The recent Mailorder Gardening Association conference included an informative panel of MGA members active in various types of social media. Not surprisingly, questions from the audience quickly focused on the ROI of Facebook, Twitter, discussion groups and the like. The panelists each had somewhat different takeaways on the point.
Dave Waterman of Ink-It Digital tells clients that social media is an invaluable opportunity to learn a) what are you doing right, and b) what are you doing wrong. Don’t be afraid of negative comments, he advises; they offer an important opportunity to protect your brand.
Frank DiPaolo of EarthBox reports that customer service calls dropped significantly since EarthBox added a discussion group to their website a few years ago. Answering questions in the discussion group helps multiple customers simultaneously, plus customers jump in and answer each other’s questions. EarthBox still monitors and participates in the discussions, but doing so is far more efficient than responding to phone calls one by one.
Shayna Lashway of Botanical Interests finds social media to be the world’s best focus group. There’s no better way to find out who your customers are, what they like, how they use your product, and what they think of it. If you’re active in social media and you want to know about what the market thinks of your product, your company, or a new product you’re considering — all you have to do is ask!
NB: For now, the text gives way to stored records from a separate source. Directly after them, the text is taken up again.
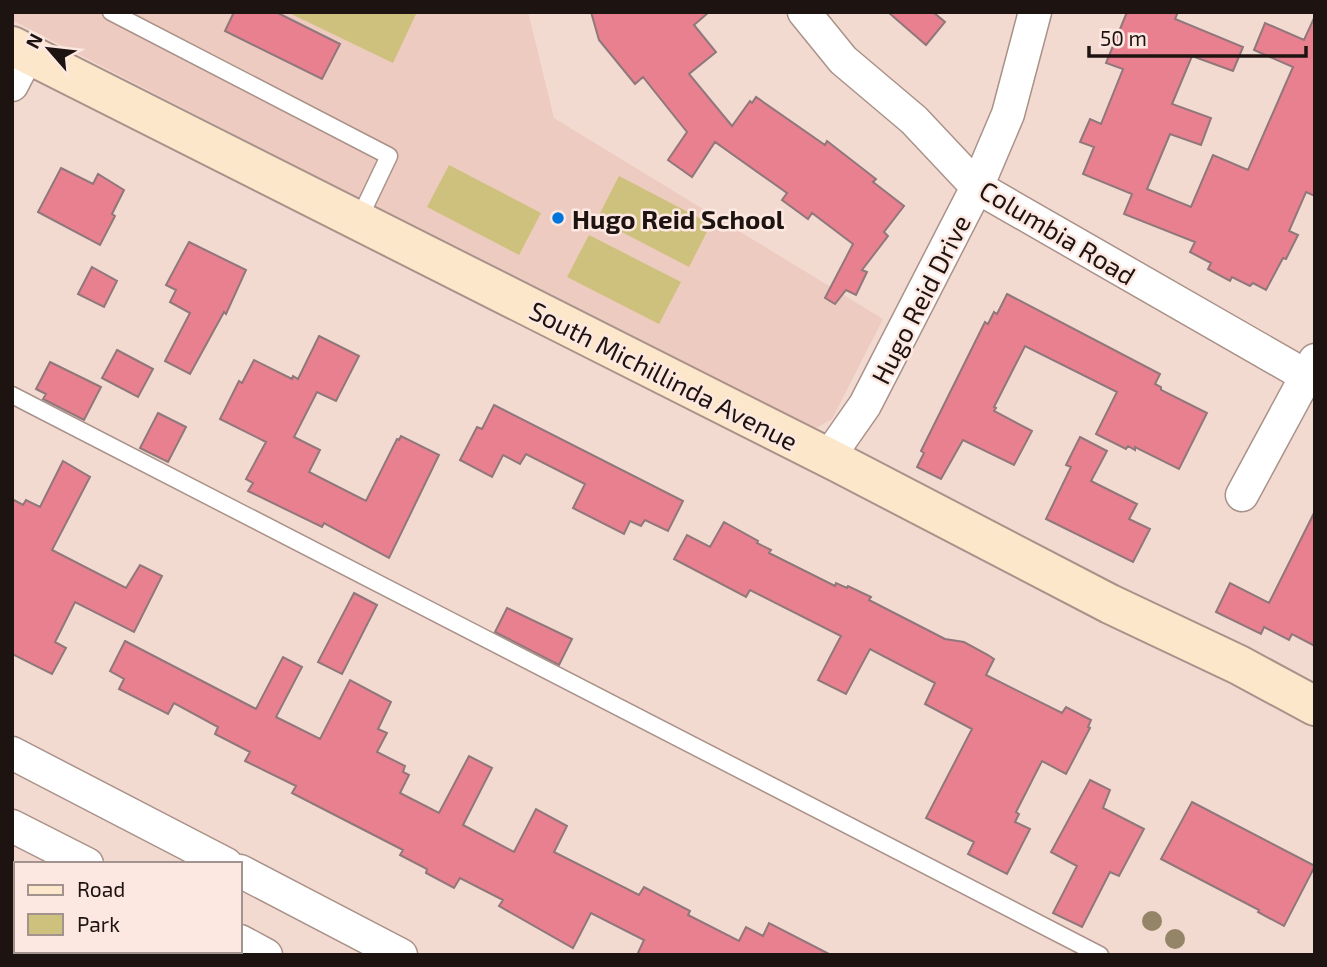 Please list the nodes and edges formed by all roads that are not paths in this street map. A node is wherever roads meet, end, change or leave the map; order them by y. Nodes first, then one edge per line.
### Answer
1 (110, 12) edge
2 (804, 12) edge
3 (1035, 12) edge
4 (18, 62) edge
5 (977, 187) junction
6 (358, 221) junction
7 (1312, 373) edge
8 (12, 395) edge
9 (828, 458) junction
10 (1242, 495) dead end
11 (1315, 706) edge
12 (16, 763) edge
13 (12, 826) edge
14 (83, 862) edge
15 (222, 862) edge
16 (242, 872) edge
17 (242, 943) edge
18 (266, 955) edge
19 (401, 955) edge
20 (1100, 955) edge

1 - 6 lane
2 - 5 street, Columbia Road
3 - 5 street, Hugo Reid Drive
4 - 6 main road, South Michillinda Avenue
5 - 7 street, Columbia Road
5 - 9 street, Hugo Reid Drive
6 - 9 main road, South Michillinda Avenue
7 - 10 street
8 - 20 lane
9 - 11 main road, South Michillinda Avenue
12 - 15 street
13 - 14 street
16 - 19 street
17 - 18 street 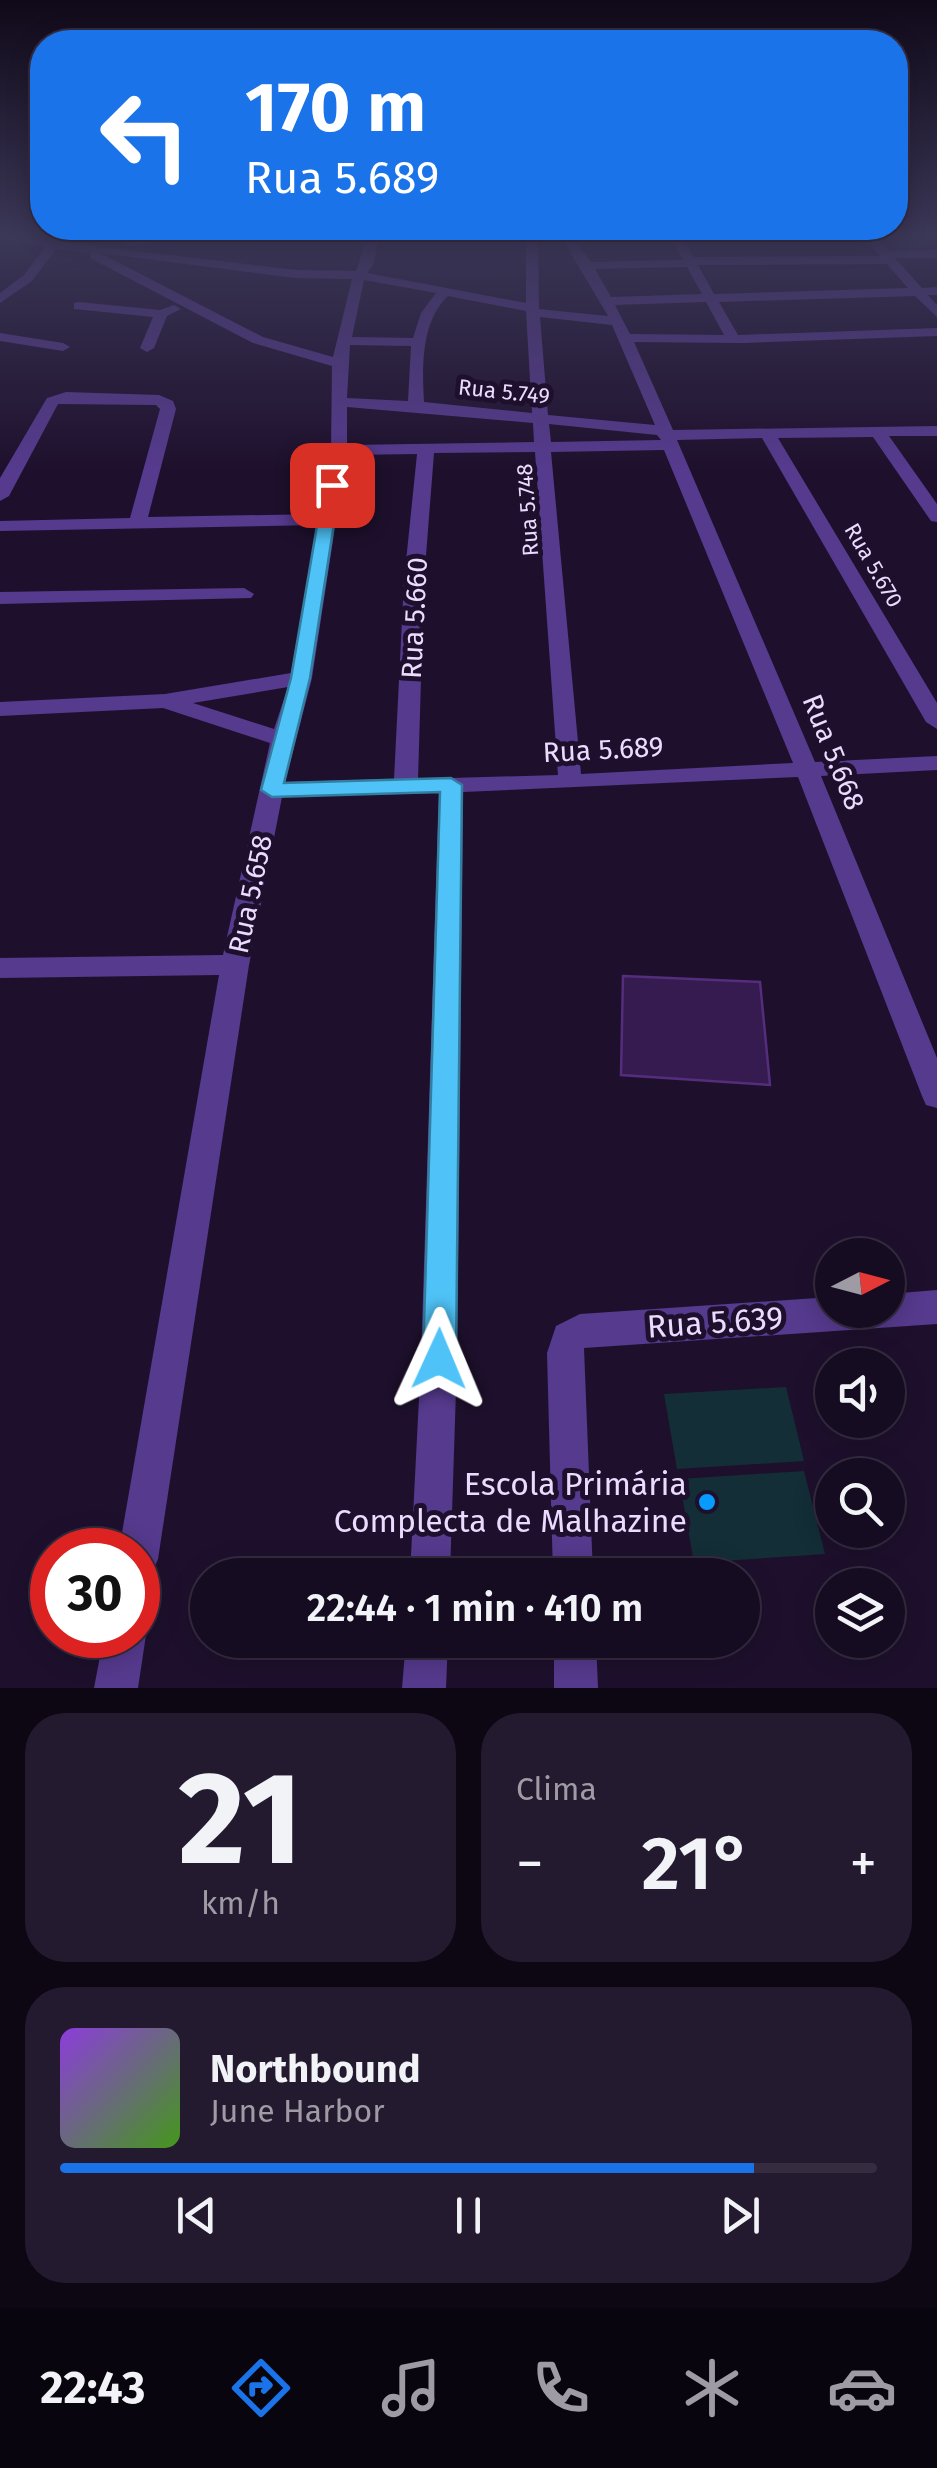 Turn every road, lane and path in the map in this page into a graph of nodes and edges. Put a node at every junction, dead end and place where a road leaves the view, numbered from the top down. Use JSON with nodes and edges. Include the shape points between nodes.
{"nodes":[{"id":1,"x":161,"y":314,"type":"edge"},
{"id":2,"x":207,"y":314,"type":"edge"},
{"id":3,"x":350,"y":314,"type":"edge"},
{"id":4,"x":430,"y":314,"type":"edge"},
{"id":5,"x":533,"y":314,"type":"edge"},
{"id":6,"x":561,"y":314,"type":"edge"},
{"id":7,"x":612,"y":314,"type":"edge"},
{"id":8,"x":719,"y":314,"type":"edge"},
{"id":9,"x":616,"y":321,"type":"junction"},
{"id":10,"x":937,"y":332,"type":"edge"},
{"id":11,"x":0,"y":337,"type":"edge"},
{"id":12,"x":625,"y":338,"type":"junction"},
{"id":13,"x":733,"y":338,"type":"junction"},
{"id":14,"x":344,"y":341,"type":"junction"},
{"id":15,"x":419,"y":342,"type":"junction"},
{"id":16,"x":64,"y":346,"type":"dead end"},
{"id":17,"x":147,"y":348,"type":"dead end"},
{"id":18,"x":340,"y":363,"type":"junction"},
{"id":19,"x":339,"y":402,"type":"junction"},
{"id":20,"x":416,"y":406,"type":"junction"},
{"id":21,"x":543,"y":418,"type":"junction"},
{"id":22,"x":937,"y":431,"type":"edge"},
{"id":23,"x":878,"y":432,"type":"junction"},
{"id":24,"x":768,"y":434,"type":"junction"},
{"id":25,"x":666,"y":437,"type":"junction"},
{"id":26,"x":544,"y":448,"type":"junction"},
{"id":27,"x":339,"y":450,"type":"junction"},
{"id":28,"x":426,"y":450,"type":"junction"},
{"id":29,"x":0,"y":496,"type":"edge"},
{"id":30,"x":937,"y":517,"type":"edge"},
{"id":31,"x":325,"y":520,"type":"junction"},
{"id":32,"x":137,"y":524,"type":"junction"},
{"id":33,"x":0,"y":526,"type":"edge"},
{"id":34,"x":244,"y":594,"type":"dead end"},
{"id":35,"x":0,"y":598,"type":"edge"},
{"id":36,"x":301,"y":678,"type":"junction"},
{"id":37,"x":165,"y":702,"type":"junction"},
{"id":38,"x":0,"y":709,"type":"edge"},
{"id":39,"x":937,"y":722,"type":"edge"},
{"id":40,"x":282,"y":739,"type":"junction"},
{"id":41,"x":937,"y":763,"type":"edge"},
{"id":42,"x":810,"y":770,"type":"junction"},
{"id":43,"x":570,"y":782,"type":"junction"},
{"id":44,"x":451,"y":785,"type":"junction"},
{"id":45,"x":406,"y":786,"type":"junction"},
{"id":46,"x":272,"y":790,"type":"junction"},
{"id":47,"x":235,"y":966,"type":"junction"},
{"id":48,"x":0,"y":968,"type":"edge"},
{"id":49,"x":937,"y":1096,"type":"edge"},
{"id":50,"x":937,"y":1307,"type":"edge"},
{"id":51,"x":143,"y":1528,"type":"edge"},
{"id":52,"x":431,"y":1558,"type":"edge"},
{"id":53,"x":571,"y":1558,"type":"edge"},
{"id":54,"x":121,"y":1658,"type":"edge"},
{"id":55,"x":425,"y":1658,"type":"edge"},
{"id":56,"x":575,"y":1658,"type":"edge"},
{"id":57,"x":116,"y":1688,"type":"edge"},
{"id":58,"x":424,"y":1688,"type":"edge"},
{"id":59,"x":576,"y":1688,"type":"edge"}],
"edges":[{"from":1,"to":17,"type":"street"},
{"from":2,"to":18,"type":"street","via":[[274,346]]},
{"from":3,"to":14,"type":"street","name":"Rua 5.658"},
{"from":4,"to":15,"type":"street"},
{"from":5,"to":21,"type":"street","name":"Rua 5.748"},
{"from":6,"to":9,"type":"street"},
{"from":7,"to":9,"type":"street"},
{"from":8,"to":13,"type":"street"},
{"from":9,"to":12,"type":"street"},
{"from":10,"to":13,"type":"street"},
{"from":11,"to":16,"type":"street"},
{"from":12,"to":13,"type":"street"},
{"from":12,"to":25,"type":"street"},
{"from":14,"to":15,"type":"street"},
{"from":14,"to":18,"type":"street","name":"Rua 5.658"},
{"from":15,"to":20,"type":"street"},
{"from":18,"to":19,"type":"street","name":"Rua 5.658"},
{"from":19,"to":20,"type":"street","name":"Rua 5.749"},
{"from":19,"to":27,"type":"street","name":"Rua 5.658"},
{"from":20,"to":21,"type":"street","name":"Rua 5.749"},
{"from":21,"to":25,"type":"street","name":"Rua 5.749"},
{"from":21,"to":26,"type":"street","name":"Rua 5.748"},
{"from":22,"to":23,"type":"street"},
{"from":23,"to":24,"type":"street"},
{"from":23,"to":30,"type":"street"},
{"from":24,"to":25,"type":"street"},
{"from":24,"to":39,"type":"street","name":"Rua 5.670"},
{"from":25,"to":26,"type":"street"},
{"from":25,"to":42,"type":"street","name":"Rua 5.668"},
{"from":26,"to":28,"type":"street"},
{"from":26,"to":43,"type":"street","name":"Rua 5.748"},
{"from":27,"to":28,"type":"street"},
{"from":27,"to":31,"type":"street","name":"Rua 5.658"},
{"from":28,"to":45,"type":"street","name":"Rua 5.660"},
{"from":29,"to":32,"type":"street","via":[[52,401],[159,400],[168,409]]},
{"from":31,"to":32,"type":"street"},
{"from":31,"to":36,"type":"street","name":"Rua 5.658"},
{"from":32,"to":33,"type":"street"},
{"from":34,"to":35,"type":"street"},
{"from":36,"to":37,"type":"street"},
{"from":36,"to":40,"type":"street","name":"Rua 5.658"},
{"from":37,"to":38,"type":"street"},
{"from":37,"to":40,"type":"street"},
{"from":40,"to":46,"type":"street","name":"Rua 5.658"},
{"from":41,"to":42,"type":"street","name":"Rua 5.689"},
{"from":42,"to":43,"type":"street","name":"Rua 5.689"},
{"from":42,"to":49,"type":"street","name":"Rua 5.668"},
{"from":43,"to":44,"type":"street","name":"Rua 5.689"},
{"from":44,"to":45,"type":"street","name":"Rua 5.689"},
{"from":44,"to":52,"type":"street"},
{"from":45,"to":46,"type":"street","name":"Rua 5.689"},
{"from":46,"to":47,"type":"street","name":"Rua 5.658"},
{"from":47,"to":48,"type":"street"},
{"from":47,"to":51,"type":"street","name":"Rua 5.658"},
{"from":50,"to":53,"type":"street","name":"Rua 5.639","via":[[580,1331],[569,1338]]},
{"from":54,"to":57,"type":"street"},
{"from":55,"to":58,"type":"street"},
{"from":56,"to":59,"type":"street"}]}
Susan Robbins of the National Gardening Association remarked that social media is like having children: You don’t have to talk to them 24/7. You do have to check in often and have a general idea of what they’re up to.
The consensus was that it’s unreasonable to expect participation in social media to result in an immediate, significant bump in sales. But for understanding your customer, getting feedback on your products and service, lowering customer service costs, building loyalty, and encouraging word of mouth advertising, social media is hard to beat.